Selain digunakan sebagi bahan baku jamu dan bumbu masakan,
rimpang kencur (kaempferia galanga) kini banyak digunakan pula sebagai bahan
baku pestisida nabati untuk mengatasi hama. Beberapa hama yang bisa diatasi
dengan menggunakan kencur diantaranya adalah walang sangit, penggerek batang,
ganjur dan hama gudang (Situphilus sp).
Cara pembuatan pestisida nabati dari bahan rimpang kencur:
-Bahan baku kencur dibersihkan dan diiris, lalu dijemur
dibawah sinar matahari hingga kering (selama dua hari).

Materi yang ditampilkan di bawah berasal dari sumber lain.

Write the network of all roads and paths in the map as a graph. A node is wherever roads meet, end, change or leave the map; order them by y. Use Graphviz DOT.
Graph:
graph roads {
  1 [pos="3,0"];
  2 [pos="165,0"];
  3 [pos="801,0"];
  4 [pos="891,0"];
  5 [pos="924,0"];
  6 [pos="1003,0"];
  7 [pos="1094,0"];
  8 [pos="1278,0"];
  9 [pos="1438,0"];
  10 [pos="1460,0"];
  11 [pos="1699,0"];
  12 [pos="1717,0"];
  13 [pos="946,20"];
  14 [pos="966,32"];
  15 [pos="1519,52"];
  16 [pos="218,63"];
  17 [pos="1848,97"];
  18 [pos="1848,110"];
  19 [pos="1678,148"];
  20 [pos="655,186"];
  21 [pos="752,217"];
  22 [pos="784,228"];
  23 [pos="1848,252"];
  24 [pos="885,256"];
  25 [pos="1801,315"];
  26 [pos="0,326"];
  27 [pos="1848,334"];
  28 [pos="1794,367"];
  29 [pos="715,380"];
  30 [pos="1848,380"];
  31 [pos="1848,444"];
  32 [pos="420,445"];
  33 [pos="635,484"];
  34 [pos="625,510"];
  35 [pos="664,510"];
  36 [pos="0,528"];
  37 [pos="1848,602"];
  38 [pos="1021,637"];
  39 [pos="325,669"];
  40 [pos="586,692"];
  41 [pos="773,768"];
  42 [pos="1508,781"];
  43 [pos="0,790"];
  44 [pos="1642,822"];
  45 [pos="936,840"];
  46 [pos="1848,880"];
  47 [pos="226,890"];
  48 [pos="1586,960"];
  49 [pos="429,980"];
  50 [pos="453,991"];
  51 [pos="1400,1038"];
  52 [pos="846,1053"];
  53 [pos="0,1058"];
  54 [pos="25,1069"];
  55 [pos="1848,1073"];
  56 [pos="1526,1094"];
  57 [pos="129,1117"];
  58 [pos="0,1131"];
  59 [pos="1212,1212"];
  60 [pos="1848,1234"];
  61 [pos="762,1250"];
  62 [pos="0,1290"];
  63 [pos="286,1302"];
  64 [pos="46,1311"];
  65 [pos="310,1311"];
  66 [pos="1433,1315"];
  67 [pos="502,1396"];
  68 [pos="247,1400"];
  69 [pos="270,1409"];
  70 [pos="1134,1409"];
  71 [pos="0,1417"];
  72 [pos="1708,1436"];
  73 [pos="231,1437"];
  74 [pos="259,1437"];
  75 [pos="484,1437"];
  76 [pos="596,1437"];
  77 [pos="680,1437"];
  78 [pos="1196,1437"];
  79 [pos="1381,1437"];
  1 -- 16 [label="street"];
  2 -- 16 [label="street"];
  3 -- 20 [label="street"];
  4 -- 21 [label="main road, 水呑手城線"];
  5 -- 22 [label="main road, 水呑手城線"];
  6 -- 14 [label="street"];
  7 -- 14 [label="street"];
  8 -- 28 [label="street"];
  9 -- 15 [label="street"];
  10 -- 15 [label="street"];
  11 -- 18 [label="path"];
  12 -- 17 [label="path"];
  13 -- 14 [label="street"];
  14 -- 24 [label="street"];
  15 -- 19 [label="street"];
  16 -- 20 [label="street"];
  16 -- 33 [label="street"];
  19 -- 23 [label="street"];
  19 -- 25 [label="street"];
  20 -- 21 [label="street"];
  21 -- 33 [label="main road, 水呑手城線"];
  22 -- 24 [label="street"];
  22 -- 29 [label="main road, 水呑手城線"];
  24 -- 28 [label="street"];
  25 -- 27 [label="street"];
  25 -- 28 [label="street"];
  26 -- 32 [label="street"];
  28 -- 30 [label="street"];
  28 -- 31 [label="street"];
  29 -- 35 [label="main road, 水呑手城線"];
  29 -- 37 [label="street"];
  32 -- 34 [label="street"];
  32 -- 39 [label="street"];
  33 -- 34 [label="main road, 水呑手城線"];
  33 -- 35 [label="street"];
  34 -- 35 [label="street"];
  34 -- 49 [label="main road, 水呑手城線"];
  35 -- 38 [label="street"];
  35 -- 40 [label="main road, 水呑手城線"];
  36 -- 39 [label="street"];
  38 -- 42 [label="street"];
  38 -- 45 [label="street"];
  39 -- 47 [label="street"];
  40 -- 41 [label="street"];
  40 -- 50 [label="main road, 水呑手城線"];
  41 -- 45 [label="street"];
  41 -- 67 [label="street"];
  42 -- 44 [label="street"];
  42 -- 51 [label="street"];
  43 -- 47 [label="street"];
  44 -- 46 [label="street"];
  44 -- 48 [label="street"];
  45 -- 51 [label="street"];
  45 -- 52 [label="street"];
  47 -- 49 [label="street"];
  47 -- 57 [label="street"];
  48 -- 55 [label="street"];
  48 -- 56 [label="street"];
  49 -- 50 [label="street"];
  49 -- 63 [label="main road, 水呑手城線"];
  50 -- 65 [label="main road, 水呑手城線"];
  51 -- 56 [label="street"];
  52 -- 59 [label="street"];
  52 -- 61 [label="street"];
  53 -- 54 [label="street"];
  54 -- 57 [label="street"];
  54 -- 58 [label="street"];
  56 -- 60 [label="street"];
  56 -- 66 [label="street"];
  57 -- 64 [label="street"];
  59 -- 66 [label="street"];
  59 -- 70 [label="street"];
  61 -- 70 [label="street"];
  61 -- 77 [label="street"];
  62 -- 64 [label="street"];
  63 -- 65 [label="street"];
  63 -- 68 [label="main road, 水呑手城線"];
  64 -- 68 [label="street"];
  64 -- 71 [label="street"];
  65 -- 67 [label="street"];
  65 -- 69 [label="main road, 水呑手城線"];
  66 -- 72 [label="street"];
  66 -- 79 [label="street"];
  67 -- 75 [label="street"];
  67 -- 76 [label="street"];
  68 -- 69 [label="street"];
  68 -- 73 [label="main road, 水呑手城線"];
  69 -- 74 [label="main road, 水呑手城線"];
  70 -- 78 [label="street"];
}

-Setelah kering, irisan rimpang kencur kemudian digiling dengan
blender dan diayak hingga diperoleh serbuk rimpang kencur.
-Tepung rimpang kencur ini selanjutnya direndam dalam air
dan didiamkan selama 24 jam, kemudian disaring.
Cara
aplikasi:
-Semprotkan pestisida nabati dari ekstrak rimpang kencur
pada media yang terserang hama.
Hasil sebuah penelitian menunjukan dosis ekstrak rimpang
kencur memberikan pengaruh nyata terhadap penolakan hama kutu beras. Semakin
tinggi dosis serbuk ekstrak rimpang kencur maka semakin tinggi tingkat
penolakan hama kutu beras(Sitophilus oryzae). Kerusakan yang ditimbulkan oleh
hama kutu beras (Sitophilus oryzae) ditandai dengan perubahan bulir beras yang
awalnya utuh menjadi tidak utuh. Hama kumbang beras ( Sitophilus oryzae) merupakan
salah satu hama gudang yang sangat merugikan. Kerusakan yang diakibatkan oleh
Sithophylus oryzae dapat tinggi pada keadaan tertentu sehingga kualitas beras
menurun. Biji-bijian hancur dan berdebu, dalam waktu yang cukup singkat
serangan hama dapat mengakibatkan perkembangan jamur, sehingga produksi beras
rusak total, bau apek yang tidak enak dan tidak dapat dikonsumsi (Kalshoven,
1981).
Kurniawan (1999), mengemukakan bahwa bahan nabati kencur
mempunyai sifat daya tolak (reppelent) serta daya hambat makan (antifeedant)
terhadap serangga T . castaneum, yaitu pada konsentrasi 1% telah efektif
menghambat pertumbuhan serangga, sedangkan pada konsentrasi 3- 4% tidak
terdapat lagi turunan dari serangga tersebut.
Dari hasil penelitian juga diperoleh laporan bahwa ekstrak
kencur sangat efektif mencegah serangan serangga lalat pada pengolahan ikan
asin. Serangga yang sering menimbulkan kerusakan pada saat pengolahan ikan asin
adalah lalat jenis Chrysomya sp, piophila sp dan kumbang jenis Dermestes sp.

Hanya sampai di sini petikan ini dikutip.